Thursday, February 26, 2009

Fundamentalists and Science... and a Funny Non Sequitur Strip


(click to enlarge)

Interestingly enough, that is the way that many fundamentalists (of various religions) seem to think that science should run. You start with the stated fact that the world is 6000 years old and then you work backwards using mental gymnastics to try to find a way to get the carbon-14 dating, radiometric dating, the doppler shift and the like to fit your facts.

I've always maintained that the fundamentalists would have a much better logical argument by simply chucking the science altogether. Instead of coming up with silly theories like the boiling water of the flood made the earth appear billions of years old, they should just say "God did it" and leave it at that. Of course it sounds silly and it opens up a bunch of other questions, but at least then they don't have to fight the scientists.

The Wolf

2 comments:

Anonymous said...

Many people in fundamentalist communities haven't any idea how science works. When I was a kid I learned that scientists were at best foolish people who thought the world was millions of years old, but of course WE know better. At worst they're evil people who are part of a conspiracy to convince frum people that God isn't real. The concept of testing ideas against expirience, controls, reproduceable results, etc. is antithetical to the way in which we know about religion. Religion is revealed knowledge.

G*3

micha berger said...

G*3:

Much the way the Kuzari says that philosophy is the best the Greeks could do, but we with the revealed Torah shouldn't need to settle for such reasoning? The difference is that the Kuzari has the chaver point out that philosophers can prove anything they want -- and on almost any topic, if you find one holding one position, you'll find another who could prove the other. Scientific proof is less shaky.

I'm just showing the position you attribute to fundamentalists has a long and solid history.

"G-d did it", as our host put it, and then faked out the history that science analyzes is called Omphalism. Google "Last Thurdayism" for a cute rebuttal. OTOH, can anyone living as a post-Holocaust Jew pretend they can second-guess what G-d would or wouldn't do?

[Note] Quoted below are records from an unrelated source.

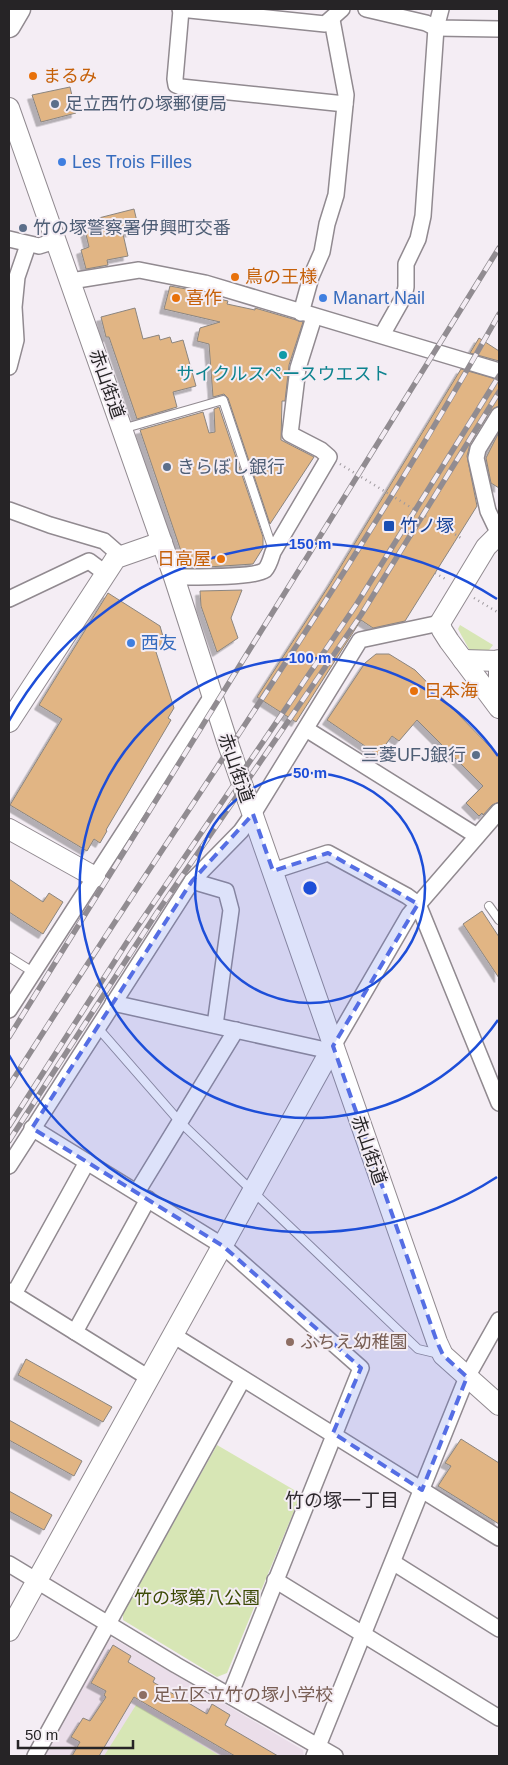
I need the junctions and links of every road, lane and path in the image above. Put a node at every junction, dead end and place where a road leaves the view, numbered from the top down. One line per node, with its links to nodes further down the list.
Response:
1 (19, 9): 6 (main road)
2 (181, 9): 5 (street); 9 (street)
3 (367, 9): 7 (street)
4 (441, 9): 7 (street)
5 (337, 14): 9 (street)
6 (9, 26)
7 (436, 28): 8 (street); 16 (street)
8 (499, 28)
9 (345, 104): 15 (street)
10 (9, 108): 12 (street, 赤山街道)
11 (9, 239): 13 (street)
12 (55, 241): 13 (street); 14 (street, 赤山街道)
13 (28, 245): 17 (street)
14 (71, 281): 15 (street); 20 (street, 赤山街道)
15 (308, 314): 16 (street); 26 (street)
16 (382, 335): 18 (street)
17 (9, 367)
18 (499, 371)
19 (499, 415): 23 (street)
20 (122, 429): 25 (street, 赤山街道); 26 (lane)
21 (351, 471): 24 (path)
22 (9, 510): 27 (street)
23 (499, 534): 31 (street)
24 (462, 538)
25 (162, 542): 27 (street); 29 (street, 赤山街道)
26 (274, 552): 29 (street)
27 (120, 555): 28 (street)
28 (105, 573): 30 (street); 37 (street)
29 (174, 577): 35 (street, 赤山街道)
30 (9, 599)
31 (440, 623): 32 (street); 38 (street)
32 (463, 660): 33 (street); 36 (street)
33 (499, 660): 34 (street)
34 (499, 685)
35 (212, 696): 40 (street, 赤山街道); 44 (street)
36 (499, 708)
37 (9, 722)
38 (306, 728): 40 (street); 42 (street)
39 (499, 811): 42 (street)
40 (253, 814): 43 (street, 赤山街道); 45 (street)
41 (9, 829): 44 (street)
42 (477, 836): 46 (street)
43 (273, 871): 46 (street); 56 (street, 赤山街道)
44 (95, 877): 50 (street)
45 (192, 881): 51 (street); 53 (street)
46 (418, 904): 56 (street); 57 (street)
47 (489, 906): 48 (lane)
48 (499, 920)
49 (9, 957): 50 (lane)
50 (33, 972): 52 (street)
51 (113, 1003): 53 (street); 54 (street)
52 (9, 1010)
53 (215, 1026): 55 (street)
54 (98, 1028): 58 (lane); 59 (street)
55 (236, 1030): 56 (street); 58 (street)
56 (332, 1048): 62 (street); 69 (street, 赤山街道)
57 (499, 1102)
58 (180, 1122): 62 (lane); 63 (street)
59 (32, 1128): 60 (street); 61 (street)
60 (87, 1162): 63 (street); 65 (street)
61 (9, 1166)
62 (253, 1192): 64 (street); 69 (lane)
63 (142, 1196): 64 (street); 67 (street)
64 (223, 1246): 68 (street); 74 (street)
65 (11, 1292): 67 (street)
66 (499, 1320): 70 (street)
67 (75, 1332): 71 (street)
68 (173, 1335): 71 (street); 72 (street)
69 (443, 1355): 70 (street, 赤山街道)
70 (467, 1377): 73 (street, 赤山街道); 75 (street)
71 (149, 1378): 80 (street)
72 (243, 1379): 74 (street); 81 (street)
73 (499, 1405)
74 (333, 1433): 75 (street); 79 (street)
75 (422, 1490): 76 (street); 77 (street)
76 (499, 1538)
77 (394, 1563): 82 (street); 84 (street)
78 (9, 1564): 80 (street)
79 (276, 1580): 84 (street); 85 (street)
80 (36, 1581): 81 (street); 83 (street)
81 (109, 1625): 85 (street); 88 (street)
82 (499, 1629)
83 (9, 1631)
84 (365, 1635): 86 (street); 87 (street)
85 (230, 1695): 87 (street)
86 (499, 1718)
87 (317, 1752): 89 (street)
88 (35, 1756)
89 (336, 1756)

Note that this doesn't mean challenging science (as R' Avigdor Miller did). Rather it's saying that science is correctly analyzing how G-d set up the world to look, and thus subsequently run. (The Lub Rebbe took this tack.)

R' Dessler seems to say they both are true, that creation is incomprehensible, and the scientist and the "fundamentalist" are simply seeking different patterns in the same incomprehensible data. This is another way a person can stay fundamentalist without taking on science.